There is a growing interest in new paradigms of economic development that serve consumers, workers, the planet, and all stakeholders. While conventional social entrepreneurship tends to take as its starting point an individual entrepreneur with access to capital or an investor who then attempts to understand a community’s problems from an outside perspective, what if we began with and centered instead the stakeholders who have the least access to capital– workers and the community that are directly impacted by a problem?
This panel will highlight three exceptional examples of new cutting-edge social entrepreneurship led by those most directly impacted by specific social problems: the digital divide, job quality in the gig economy, the racial wealth gap, gentrification, and lack of affordable housing. In all three examples, the entrepreneurs have chosen a multi-stakeholder cooperative model to not only create sustainable enterprises, but to generate system change. We will hear from:
- People’s Choice Communications is a worker cooperative launched by members of IBEW Local #3 who have been on strike against Spectrum/Charter since 2017. It is now the longest strike in US history. The strikers created the cooperative to not only put themselves back to work. but also to bridge the digital divide during the pandemic by building out a community-owned Internet infrastructure in NYC. Chief Steward Troy Walcott will share how People’s Choice has completed Internet installs across the Bronx, and plans to achieve national scale.
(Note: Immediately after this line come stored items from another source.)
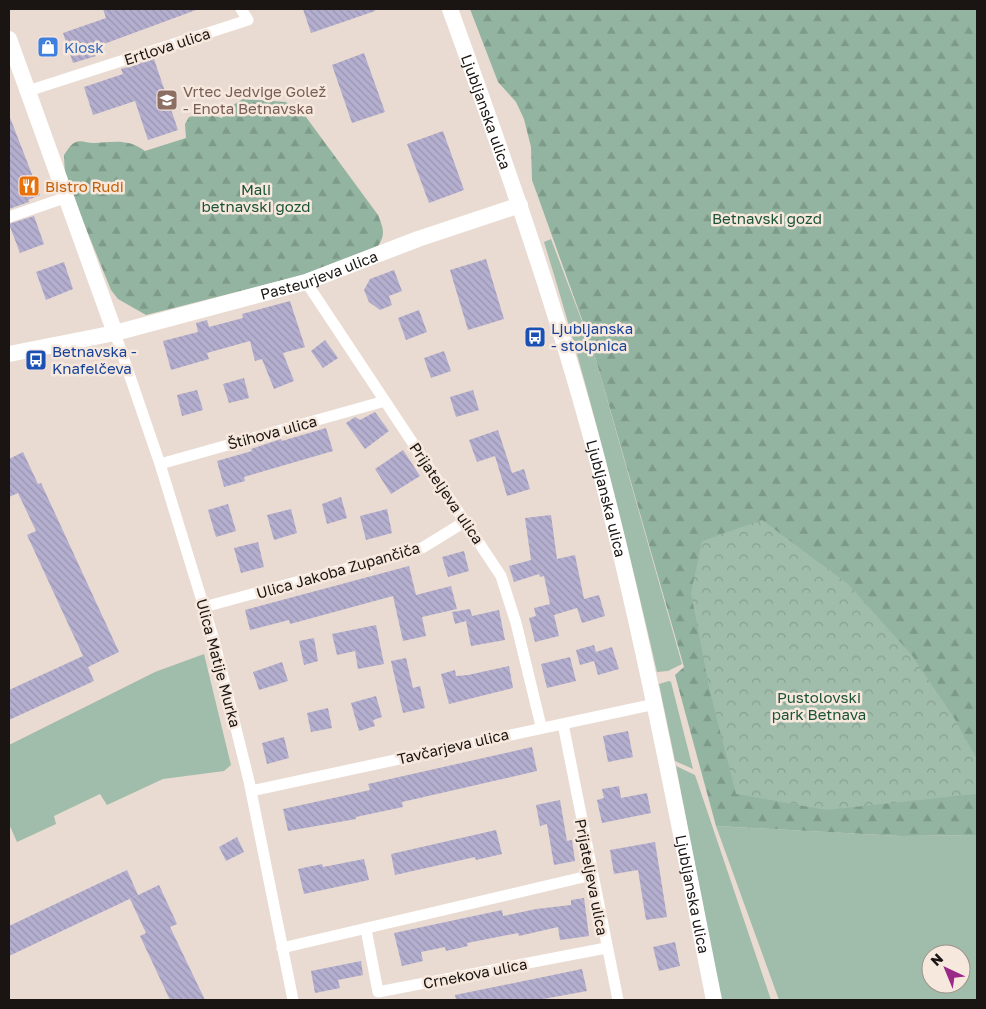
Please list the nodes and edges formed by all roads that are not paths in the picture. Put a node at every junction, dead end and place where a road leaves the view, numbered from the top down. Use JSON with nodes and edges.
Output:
{"nodes":[{"id":1,"x":241,"y":9,"type":"edge"},
{"id":2,"x":450,"y":9,"type":"edge"},
{"id":3,"x":9,"y":39,"type":"edge"},
{"id":4,"x":28,"y":91,"type":"junction"},
{"id":5,"x":67,"y":197,"type":"junction"},
{"id":6,"x":520,"y":205,"type":"junction"},
{"id":7,"x":9,"y":218,"type":"edge"},
{"id":8,"x":306,"y":282,"type":"junction"},
{"id":9,"x":115,"y":334,"type":"junction"},
{"id":10,"x":9,"y":354,"type":"edge"},
{"id":11,"x":385,"y":401,"type":"junction"},
{"id":12,"x":160,"y":464,"type":"junction"},
{"id":13,"x":466,"y":521,"type":"junction"},
{"id":14,"x":204,"y":607,"type":"junction"},
{"id":15,"x":654,"y":704,"type":"junction"},
{"id":16,"x":563,"y":724,"type":"junction"},
{"id":17,"x":541,"y":726,"type":"junction"},
{"id":18,"x":251,"y":791,"type":"junction"},
{"id":19,"x":592,"y":875,"type":"junction"},
{"id":20,"x":366,"y":929,"type":"junction"},
{"id":21,"x":282,"y":948,"type":"junction"},
{"id":22,"x":606,"y":948,"type":"junction"},
{"id":23,"x":293,"y":1000,"type":"edge"},
{"id":24,"x":618,"y":1000,"type":"edge"},
{"id":25,"x":714,"y":1000,"type":"edge"}],
"edges":[{"from":1,"to":4,"type":"street","name":"Ertlova ulica"},
{"from":2,"to":6,"type":"street","name":"Ljubljanska ulica"},
{"from":3,"to":4,"type":"street"},
{"from":4,"to":5,"type":"street"},
{"from":5,"to":7,"type":"street"},
{"from":5,"to":9,"type":"street"},
{"from":6,"to":8,"type":"street","name":"Pasteurjeva ulica"},
{"from":6,"to":15,"type":"street","name":"Ljubljanska ulica"},
{"from":8,"to":9,"type":"street","name":"Pasteurjeva ulica"},
{"from":8,"to":11,"type":"street","name":"Prijateljeva ulica"},
{"from":9,"to":10,"type":"street","name":"Pasteurjeva ulica"},
{"from":9,"to":12,"type":"street","name":"Ulica Matije Murka"},
{"from":11,"to":12,"type":"street","name":"Štihova ulica"},
{"from":11,"to":13,"type":"street","name":"Prijateljeva ulica"},
{"from":12,"to":14,"type":"street","name":"Ulica Matije Murka"},
{"from":13,"to":14,"type":"street","name":"Ulica Jakoba Zupančiča"},
{"from":13,"to":17,"type":"street","name":"Prijateljeva ulica"},
{"from":14,"to":18,"type":"street","name":"Ulica Matije Murka"},
{"from":15,"to":16,"type":"street","name":"Tavčarjeva ulica"},
{"from":15,"to":25,"type":"street","name":"Ljubljanska ulica"},
{"from":16,"to":17,"type":"street","name":"Tavčarjeva ulica"},
{"from":16,"to":19,"type":"street","name":"Prijateljeva ulica"},
{"from":17,"to":18,"type":"street","name":"Tavčarjeva ulica"},
{"from":18,"to":21,"type":"street","name":"Ulica Matije Murka"},
{"from":19,"to":20,"type":"street"},
{"from":19,"to":22,"type":"street","name":"Prijateljeva ulica"},
{"from":20,"to":21,"type":"street"},
{"from":20,"to":22,"type":"street","name":"Crnekova ulica"},
{"from":21,"to":23,"type":"street","name":"Ulica Matije Murka"},
{"from":22,"to":24,"type":"street","name":"Prijateljeva ulica"}]}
- The Drivers Cooperative has launched Co-op Ride, a ridehailing app that provides a high-road alternative to Uber in New York City while transforming the lives of immigrant workers through a cooperative purchasing program. With over 2500 driver members, it is now the largest worker cooperative in the United States. A driver leader and former Uber manager behind this effort will share the story of how a cooperative business model , the barriers that they have encountered, and how the cooperative plans to expand across the world in partnership with driver organizations.
- Through the United Clergy Task Force, labor advocates and affordable housing developers have teamed up to create good, union jobs and build permanently-affordable union-built limited-equity co-op housing on church-owned land in the Bronx and metro NYC. This new model of housing development will provide a path to the wealth-building tools of home ownership for communities that were excluded from mortgages through redlining, restrictive covenants, and other racist housing policies. Community involvement in the projects will be facilitated through Union Co-op NYC, a participatory action research collaboration between the Harry Van Arsdale Jr. Center for Labor Studies at SUNY Empire State College and The Architecture Lobby, a labor organization of architects, in which building trades workers and architecture workers re-envision affordable housing construction and generate buildable projects, inspired by the legacy of the 40,000 units of affordable co-op housing built by NYC’s unions in the 20th century.
The presentations will be followed by a Q&A with the participants.